──────── Source information

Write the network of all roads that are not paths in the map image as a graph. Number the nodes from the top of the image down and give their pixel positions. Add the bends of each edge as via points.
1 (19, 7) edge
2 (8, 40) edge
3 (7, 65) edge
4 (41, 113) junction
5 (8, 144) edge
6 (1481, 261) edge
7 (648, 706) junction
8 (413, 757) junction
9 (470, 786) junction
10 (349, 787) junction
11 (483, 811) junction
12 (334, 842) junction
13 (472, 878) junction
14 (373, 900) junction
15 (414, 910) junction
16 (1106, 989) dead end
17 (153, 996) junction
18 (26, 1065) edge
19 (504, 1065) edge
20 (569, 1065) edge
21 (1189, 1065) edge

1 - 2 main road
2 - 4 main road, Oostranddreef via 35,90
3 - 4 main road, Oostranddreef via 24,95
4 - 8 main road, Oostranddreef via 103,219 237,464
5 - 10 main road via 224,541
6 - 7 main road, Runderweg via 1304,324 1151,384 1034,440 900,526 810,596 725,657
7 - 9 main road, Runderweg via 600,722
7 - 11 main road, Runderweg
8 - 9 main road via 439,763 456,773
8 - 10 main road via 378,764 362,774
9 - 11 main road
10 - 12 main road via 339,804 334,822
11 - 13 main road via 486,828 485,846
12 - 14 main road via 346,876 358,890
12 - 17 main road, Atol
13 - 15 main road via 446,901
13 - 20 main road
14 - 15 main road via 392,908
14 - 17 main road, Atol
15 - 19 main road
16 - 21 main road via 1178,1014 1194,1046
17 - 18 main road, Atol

────────────────

## Task to carry out
What you need to do is retype all the entries exactly as written.

## Exercise output
Write the network of all roads that are not paths in the map image as a graph. Number the nodes from the top of the image down and give their pixel positions. Add the bends of each edge as via points.
1 (19, 7) edge
2 (8, 40) edge
3 (7, 65) edge
4 (41, 113) junction
5 (8, 144) edge
6 (1481, 261) edge
7 (648, 706) junction
8 (413, 757) junction
9 (470, 786) junction
10 (349, 787) junction
11 (483, 811) junction
12 (334, 842) junction
13 (472, 878) junction
14 (373, 900) junction
15 (414, 910) junction
16 (1106, 989) dead end
17 (153, 996) junction
18 (26, 1065) edge
19 (504, 1065) edge
20 (569, 1065) edge
21 (1189, 1065) edge

1 - 2 main road
2 - 4 main road, Oostranddreef via 35,90
3 - 4 main road, Oostranddreef via 24,95
4 - 8 main road, Oostranddreef via 103,219 237,464
5 - 10 main road via 224,541
6 - 7 main road, Runderweg via 1304,324 1151,384 1034,440 900,526 810,596 725,657
7 - 9 main road, Runderweg via 600,722
7 - 11 main road, Runderweg
8 - 9 main road via 439,763 456,773
8 - 10 main road via 378,764 362,774
9 - 11 main road
10 - 12 main road via 339,804 334,822
11 - 13 main road via 486,828 485,846
12 - 14 main road via 346,876 358,890
12 - 17 main road, Atol
13 - 15 main road via 446,901
13 - 20 main road
14 - 15 main road via 392,908
14 - 17 main road, Atol
15 - 19 main road
16 - 21 main road via 1178,1014 1194,1046
17 - 18 main road, Atol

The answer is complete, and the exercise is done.